- [Exercise prompt]
Output the full listing verbatim.

- [Records supplied]
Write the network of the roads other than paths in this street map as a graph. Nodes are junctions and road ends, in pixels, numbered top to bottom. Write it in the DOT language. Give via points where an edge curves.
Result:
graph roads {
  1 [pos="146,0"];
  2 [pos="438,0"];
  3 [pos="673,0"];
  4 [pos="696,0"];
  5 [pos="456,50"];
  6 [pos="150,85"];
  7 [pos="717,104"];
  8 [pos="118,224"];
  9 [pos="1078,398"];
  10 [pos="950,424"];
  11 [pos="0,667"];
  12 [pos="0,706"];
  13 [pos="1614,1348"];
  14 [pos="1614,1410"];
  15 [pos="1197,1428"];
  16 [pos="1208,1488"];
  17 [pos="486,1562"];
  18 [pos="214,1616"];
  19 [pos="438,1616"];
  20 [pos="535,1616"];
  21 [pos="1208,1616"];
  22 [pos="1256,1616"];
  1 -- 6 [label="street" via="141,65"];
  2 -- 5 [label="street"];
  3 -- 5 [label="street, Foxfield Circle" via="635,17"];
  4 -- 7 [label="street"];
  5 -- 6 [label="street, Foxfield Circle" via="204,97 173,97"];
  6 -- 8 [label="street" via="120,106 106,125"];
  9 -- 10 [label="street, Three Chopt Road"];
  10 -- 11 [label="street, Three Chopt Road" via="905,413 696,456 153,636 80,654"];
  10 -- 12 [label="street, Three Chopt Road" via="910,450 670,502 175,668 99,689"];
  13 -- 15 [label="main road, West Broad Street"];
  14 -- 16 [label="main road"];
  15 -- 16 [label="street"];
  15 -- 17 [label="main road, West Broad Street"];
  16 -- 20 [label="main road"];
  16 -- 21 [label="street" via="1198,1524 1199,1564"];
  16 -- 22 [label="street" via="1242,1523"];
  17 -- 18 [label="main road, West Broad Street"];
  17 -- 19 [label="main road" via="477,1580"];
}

- [Response box]
Write the network of the roads other than paths in this street map as a graph. Nodes are junctions and road ends, in pixels, numbered top to bottom. Write it in the DOT language. Give via points where an edge curves.
Result:
graph roads {
  1 [pos="146,0"];
  2 [pos="438,0"];
  3 [pos="673,0"];
  4 [pos="696,0"];
  5 [pos="456,50"];
  6 [pos="150,85"];
  7 [pos="717,104"];
  8 [pos="118,224"];
  9 [pos="1078,398"];
  10 [pos="950,424"];
  11 [pos="0,667"];
  12 [pos="0,706"];
  13 [pos="1614,1348"];
  14 [pos="1614,1410"];
  15 [pos="1197,1428"];
  16 [pos="1208,1488"];
  17 [pos="486,1562"];
  18 [pos="214,1616"];
  19 [pos="438,1616"];
  20 [pos="535,1616"];
  21 [pos="1208,1616"];
  22 [pos="1256,1616"];
  1 -- 6 [label="street" via="141,65"];
  2 -- 5 [label="street"];
  3 -- 5 [label="street, Foxfield Circle" via="635,17"];
  4 -- 7 [label="street"];
  5 -- 6 [label="street, Foxfield Circle" via="204,97 173,97"];
  6 -- 8 [label="street" via="120,106 106,125"];
  9 -- 10 [label="street, Three Chopt Road"];
  10 -- 11 [label="street, Three Chopt Road" via="905,413 696,456 153,636 80,654"];
  10 -- 12 [label="street, Three Chopt Road" via="910,450 670,502 175,668 99,689"];
  13 -- 15 [label="main road, West Broad Street"];
  14 -- 16 [label="main road"];
  15 -- 16 [label="street"];
  15 -- 17 [label="main road, West Broad Street"];
  16 -- 20 [label="main road"];
  16 -- 21 [label="street" via="1198,1524 1199,1564"];
  16 -- 22 [label="street" via="1242,1523"];
  17 -- 18 [label="main road, West Broad Street"];
  17 -- 19 [label="main road" via="477,1580"];
}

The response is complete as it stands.